◆ **WHAT IS BEING ASKED**:
Copy out each record that follows exactly, and omit any picture you find.

◆ **DATA TO PROCESS**:
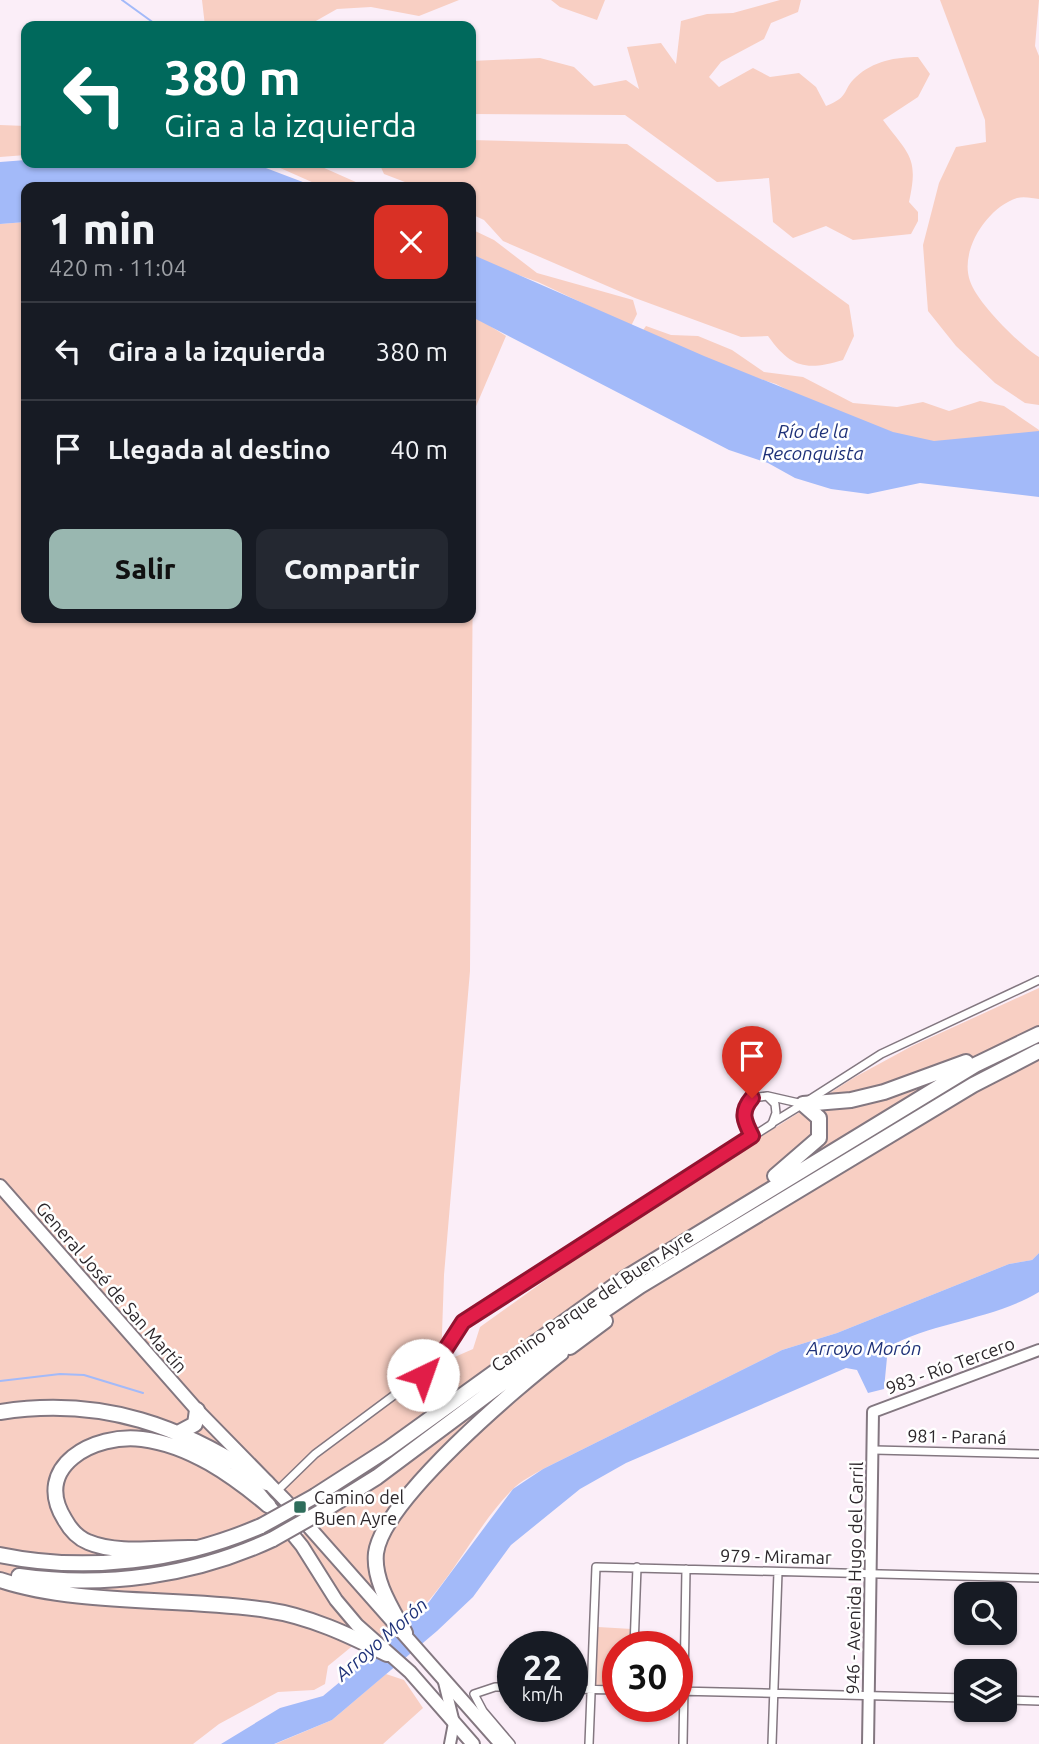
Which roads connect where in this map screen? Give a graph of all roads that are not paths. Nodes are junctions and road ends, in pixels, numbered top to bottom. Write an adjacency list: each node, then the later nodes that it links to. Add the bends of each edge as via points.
1 (1039, 980): 6 (street, via 881,1054)
2 (1039, 1034): 3 (highway, Camino Parque del Buen Ayre)
3 (1016, 1044): 6 (highway, via 884,1092); 10 (highway, Camino Parque del Buen Ayre)
4 (1039, 1051): 11 (highway, Camino Parque del Buen Ayre, via 973,1085)
5 (767, 1096): 6 (street); 7 (street, via 775,1104); 8 (street, via 752,1098 746,1105 744,1121)
6 (803, 1104): 7 (street); 10 (highway, via 819,1118 816,1143)
7 (772, 1124): 8 (street)
8 (752, 1136): 20 (street, via 463,1322 436,1364 344,1431)
9 (0, 1186): 13 (main road, General José de San Martín)
10 (727, 1214): 21 (highway, Camino Parque del Buen Ayre, bridge, via 624,1279 388,1449 314,1496 261,1526)
11 (720, 1237): 27 (highway, Camino Parque del Buen Ayre, bridge, via 555,1344 398,1461 273,1539 231,1557 153,1576 75,1581); 30 (highway, via 517,1387 475,1425 405,1502 384,1531 376,1565)
12 (1039, 1350): 15 (street, 983 - Río Tercero)
13 (197, 1410): 16 (highway, via 195,1424); 19 (main road, General José de San Martín); 20 (main road, General José de San Martín)
14 (0, 1412): 16 (highway, via 99,1410)
15 (873, 1412): 17 (street, 946 - Avenida Hugo del Carril)
16 (180, 1432): 19 (highway)
17 (874, 1450): 18 (street, 981 - Paraná); 26 (street, 946 - Avenida Hugo del Carril)
18 (1039, 1454)
19 (231, 1459): 20 (highway); 20 (main road, General José de San Martín)
20 (270, 1493): 21 (highway, via 155,1441 129,1438 88,1445 64,1465 57,1488 58,1507 83,1540 101,1546); 30 (main road, General José de San Martín); 34 (main road, General José de San Martín)
21 (194, 1548): 22 (highway, Camino Parque del Buen Ayre, via 144,1559 80,1563)
22 (0, 1555)
23 (637, 1567): 24 (street, 979 - Miramar); 31 (street); 39 (street, 979 - Miramar, via 596,1567)
24 (687, 1569): 25 (street, 979 - Miramar); 32 (street)
25 (778, 1572): 26 (street, 979 - Miramar); 42 (street)
26 (871, 1573): 28 (street, 979 - Miramar); 43 (street, 946 - Avenida Hugo del Carril)
27 (0, 1574)
28 (1039, 1578)
29 (0, 1580): 34 (highway, via 57,1592 269,1610)
30 (391, 1614): 33 (highway)
31 (635, 1631)
32 (684, 1631)
33 (405, 1633): 36 (main road)
34 (365, 1638): 35 (highway)
35 (387, 1654): 47 (main road)
36 (442, 1679): 47 (street); 53 (main road)
37 (497, 1687): 54 (street, via 474,1694)
38 (588, 1690): 39 (street)
39 (592, 1690): 40 (street); 55 (street)
40 (602, 1690)
41 (693, 1691): 42 (street)
42 (772, 1693): 43 (street); 57 (street)
43 (870, 1695): 44 (street); 58 (street, 946 - Avenida Hugo del Carril)
44 (954, 1698)
45 (1017, 1700): 46 (street)
46 (1039, 1701)
47 (458, 1722): 49 (street); 50 (street); 51 (main road); 52 (main road, via 472,1723)
48 (682, 1722): 56 (street)
49 (450, 1744)
50 (466, 1744)
51 (473, 1744)
52 (493, 1744)
53 (501, 1744)
54 (512, 1744)
55 (589, 1744)
56 (683, 1744)
57 (772, 1744)
58 (868, 1744)

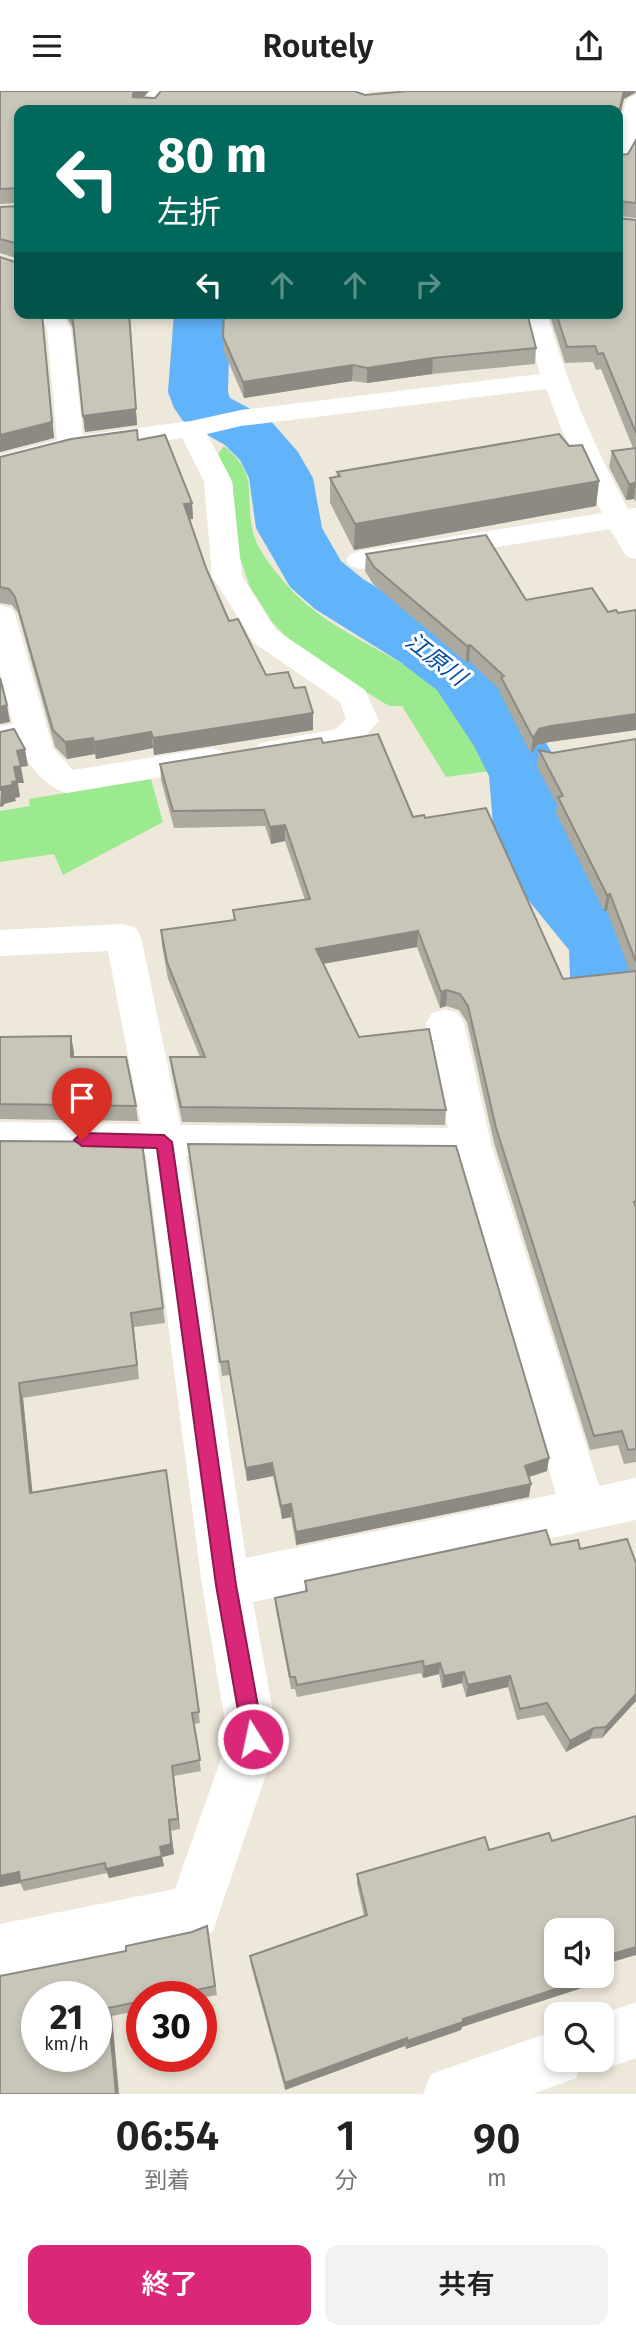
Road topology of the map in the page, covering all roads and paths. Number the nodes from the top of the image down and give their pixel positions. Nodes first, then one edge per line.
1 (168, 91) edge
2 (459, 91) edge
3 (364, 101) edge
4 (636, 101) edge
5 (149, 105) edge
6 (623, 143) edge
7 (54, 319) edge
8 (537, 319) edge
9 (554, 380) junction
10 (195, 428) junction
11 (71, 445) junction
12 (0, 463) edge
13 (627, 517) edge
14 (636, 550) edge
15 (360, 560) dead end
16 (0, 614) edge
17 (31, 731) junction
18 (0, 736) edge
19 (0, 943) edge
20 (445, 1023) dead end
21 (0, 1138) edge
22 (164, 1142) junction
23 (471, 1144) junction
24 (636, 1499) edge
25 (583, 1510) junction
26 (226, 1585) junction
27 (0, 1951) edge
28 (636, 2030) edge
29 (614, 2038) edge
30 (544, 2062) edge
31 (451, 2094) edge

1 - 5 street
2 - 3 street
4 - 6 street
7 - 11 street
8 - 9 street
9 - 10 street
9 - 13 street
10 - 11 street
10 - 17 street
11 - 12 street
13 - 14 street
13 - 15 street
16 - 17 street
17 - 18 street
19 - 22 street
20 - 23 street
21 - 22 street
22 - 23 street
22 - 26 street
23 - 25 street
24 - 25 street
25 - 26 street
26 - 27 street
28 - 29 street
30 - 31 street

◆ **YOUR SOLUTION**:
Which roads connect where in this map screen? Give a graph of all roads that are not paths. Nodes are junctions and road ends, in pixels, numbered top to bottom. Write an adjacency list: each node, then the later nodes that it links to. Add the bends of each edge as via points.
1 (1039, 980): 6 (street, via 881,1054)
2 (1039, 1034): 3 (highway, Camino Parque del Buen Ayre)
3 (1016, 1044): 6 (highway, via 884,1092); 10 (highway, Camino Parque del Buen Ayre)
4 (1039, 1051): 11 (highway, Camino Parque del Buen Ayre, via 973,1085)
5 (767, 1096): 6 (street); 7 (street, via 775,1104); 8 (street, via 752,1098 746,1105 744,1121)
6 (803, 1104): 7 (street); 10 (highway, via 819,1118 816,1143)
7 (772, 1124): 8 (street)
8 (752, 1136): 20 (street, via 463,1322 436,1364 344,1431)
9 (0, 1186): 13 (main road, General José de San Martín)
10 (727, 1214): 21 (highway, Camino Parque del Buen Ayre, bridge, via 624,1279 388,1449 314,1496 261,1526)
11 (720, 1237): 27 (highway, Camino Parque del Buen Ayre, bridge, via 555,1344 398,1461 273,1539 231,1557 153,1576 75,1581); 30 (highway, via 517,1387 475,1425 405,1502 384,1531 376,1565)
12 (1039, 1350): 15 (street, 983 - Río Tercero)
13 (197, 1410): 16 (highway, via 195,1424); 19 (main road, General José de San Martín); 20 (main road, General José de San Martín)
14 (0, 1412): 16 (highway, via 99,1410)
15 (873, 1412): 17 (street, 946 - Avenida Hugo del Carril)
16 (180, 1432): 19 (highway)
17 (874, 1450): 18 (street, 981 - Paraná); 26 (street, 946 - Avenida Hugo del Carril)
18 (1039, 1454)
19 (231, 1459): 20 (highway); 20 (main road, General José de San Martín)
20 (270, 1493): 21 (highway, via 155,1441 129,1438 88,1445 64,1465 57,1488 58,1507 83,1540 101,1546); 30 (main road, General José de San Martín); 34 (main road, General José de San Martín)
21 (194, 1548): 22 (highway, Camino Parque del Buen Ayre, via 144,1559 80,1563)
22 (0, 1555)
23 (637, 1567): 24 (street, 979 - Miramar); 31 (street); 39 (street, 979 - Miramar, via 596,1567)
24 (687, 1569): 25 (street, 979 - Miramar); 32 (street)
25 (778, 1572): 26 (street, 979 - Miramar); 42 (street)
26 (871, 1573): 28 (street, 979 - Miramar); 43 (street, 946 - Avenida Hugo del Carril)
27 (0, 1574)
28 (1039, 1578)
29 (0, 1580): 34 (highway, via 57,1592 269,1610)
30 (391, 1614): 33 (highway)
31 (635, 1631)
32 (684, 1631)
33 (405, 1633): 36 (main road)
34 (365, 1638): 35 (highway)
35 (387, 1654): 47 (main road)
36 (442, 1679): 47 (street); 53 (main road)
37 (497, 1687): 54 (street, via 474,1694)
38 (588, 1690): 39 (street)
39 (592, 1690): 40 (street); 55 (street)
40 (602, 1690)
41 (693, 1691): 42 (street)
42 (772, 1693): 43 (street); 57 (street)
43 (870, 1695): 44 (street); 58 (street, 946 - Avenida Hugo del Carril)
44 (954, 1698)
45 (1017, 1700): 46 (street)
46 (1039, 1701)
47 (458, 1722): 49 (street); 50 (street); 51 (main road); 52 (main road, via 472,1723)
48 (682, 1722): 56 (street)
49 (450, 1744)
50 (466, 1744)
51 (473, 1744)
52 (493, 1744)
53 (501, 1744)
54 (512, 1744)
55 (589, 1744)
56 (683, 1744)
57 (772, 1744)
58 (868, 1744)

Road topology of the map in the page, covering all roads and paths. Number the nodes from the top of the image down and give their pixel positions. Nodes first, then one edge per line.
1 (168, 91) edge
2 (459, 91) edge
3 (364, 101) edge
4 (636, 101) edge
5 (149, 105) edge
6 (623, 143) edge
7 (54, 319) edge
8 (537, 319) edge
9 (554, 380) junction
10 (195, 428) junction
11 (71, 445) junction
12 (0, 463) edge
13 (627, 517) edge
14 (636, 550) edge
15 (360, 560) dead end
16 (0, 614) edge
17 (31, 731) junction
18 (0, 736) edge
19 (0, 943) edge
20 (445, 1023) dead end
21 (0, 1138) edge
22 (164, 1142) junction
23 (471, 1144) junction
24 (636, 1499) edge
25 (583, 1510) junction
26 (226, 1585) junction
27 (0, 1951) edge
28 (636, 2030) edge
29 (614, 2038) edge
30 (544, 2062) edge
31 (451, 2094) edge

1 - 5 street
2 - 3 street
4 - 6 street
7 - 11 street
8 - 9 street
9 - 10 street
9 - 13 street
10 - 11 street
10 - 17 street
11 - 12 street
13 - 14 street
13 - 15 street
16 - 17 street
17 - 18 street
19 - 22 street
20 - 23 street
21 - 22 street
22 - 23 street
22 - 26 street
23 - 25 street
24 - 25 street
25 - 26 street
26 - 27 street
28 - 29 street
30 - 31 street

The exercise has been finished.